What you will do:
Which lines below contain the word "Wadi"? Copy each of them.

Listed entries:
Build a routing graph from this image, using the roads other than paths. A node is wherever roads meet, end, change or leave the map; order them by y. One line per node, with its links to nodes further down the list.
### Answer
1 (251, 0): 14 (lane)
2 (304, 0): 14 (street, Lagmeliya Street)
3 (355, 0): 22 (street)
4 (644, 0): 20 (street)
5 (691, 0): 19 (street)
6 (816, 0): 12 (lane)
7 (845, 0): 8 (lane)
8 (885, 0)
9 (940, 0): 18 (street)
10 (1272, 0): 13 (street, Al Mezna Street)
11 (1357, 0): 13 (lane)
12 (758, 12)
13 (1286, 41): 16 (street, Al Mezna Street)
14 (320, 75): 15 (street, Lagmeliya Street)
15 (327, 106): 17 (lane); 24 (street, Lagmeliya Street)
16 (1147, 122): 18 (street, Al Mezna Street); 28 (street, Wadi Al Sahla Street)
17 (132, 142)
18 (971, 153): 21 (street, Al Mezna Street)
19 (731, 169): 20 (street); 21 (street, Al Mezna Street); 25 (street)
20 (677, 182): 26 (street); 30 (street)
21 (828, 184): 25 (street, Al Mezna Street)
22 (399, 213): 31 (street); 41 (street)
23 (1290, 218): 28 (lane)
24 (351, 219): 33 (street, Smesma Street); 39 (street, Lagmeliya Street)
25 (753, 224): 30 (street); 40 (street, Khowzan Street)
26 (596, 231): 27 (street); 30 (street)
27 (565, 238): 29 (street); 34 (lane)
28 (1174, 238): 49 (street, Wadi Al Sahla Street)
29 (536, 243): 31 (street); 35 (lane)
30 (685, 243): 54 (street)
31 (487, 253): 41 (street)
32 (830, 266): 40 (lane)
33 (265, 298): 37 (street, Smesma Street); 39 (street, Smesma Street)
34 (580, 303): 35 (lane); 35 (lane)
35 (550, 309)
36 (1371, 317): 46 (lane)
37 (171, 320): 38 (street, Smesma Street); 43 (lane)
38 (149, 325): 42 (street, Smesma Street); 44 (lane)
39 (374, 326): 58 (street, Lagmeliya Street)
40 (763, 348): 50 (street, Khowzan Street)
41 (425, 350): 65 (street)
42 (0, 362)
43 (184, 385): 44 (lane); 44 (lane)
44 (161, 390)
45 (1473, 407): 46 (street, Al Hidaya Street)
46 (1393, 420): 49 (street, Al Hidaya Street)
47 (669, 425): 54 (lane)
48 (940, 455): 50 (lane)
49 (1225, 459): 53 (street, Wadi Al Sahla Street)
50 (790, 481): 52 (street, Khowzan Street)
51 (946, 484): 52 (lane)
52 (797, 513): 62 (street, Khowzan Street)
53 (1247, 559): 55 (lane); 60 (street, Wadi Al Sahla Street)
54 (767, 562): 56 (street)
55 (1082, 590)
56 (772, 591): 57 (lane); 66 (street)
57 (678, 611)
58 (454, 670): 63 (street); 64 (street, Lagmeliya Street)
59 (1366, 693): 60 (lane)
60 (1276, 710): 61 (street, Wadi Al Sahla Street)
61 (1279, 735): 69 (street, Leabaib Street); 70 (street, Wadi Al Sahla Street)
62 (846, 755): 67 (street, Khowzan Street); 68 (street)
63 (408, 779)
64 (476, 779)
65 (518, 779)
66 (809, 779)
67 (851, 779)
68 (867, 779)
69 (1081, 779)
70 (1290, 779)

Exercise solution:
16 (1147, 122): 18 (street, Al Mezna Street); 28 (street, Wadi Al Sahla Street)
28 (1174, 238): 49 (street, Wadi Al Sahla Street)
49 (1225, 459): 53 (street, Wadi Al Sahla Street)
53 (1247, 559): 55 (lane); 60 (street, Wadi Al Sahla Street)
60 (1276, 710): 61 (street, Wadi Al Sahla Street)
61 (1279, 735): 69 (street, Leabaib Street); 70 (street, Wadi Al Sahla Street)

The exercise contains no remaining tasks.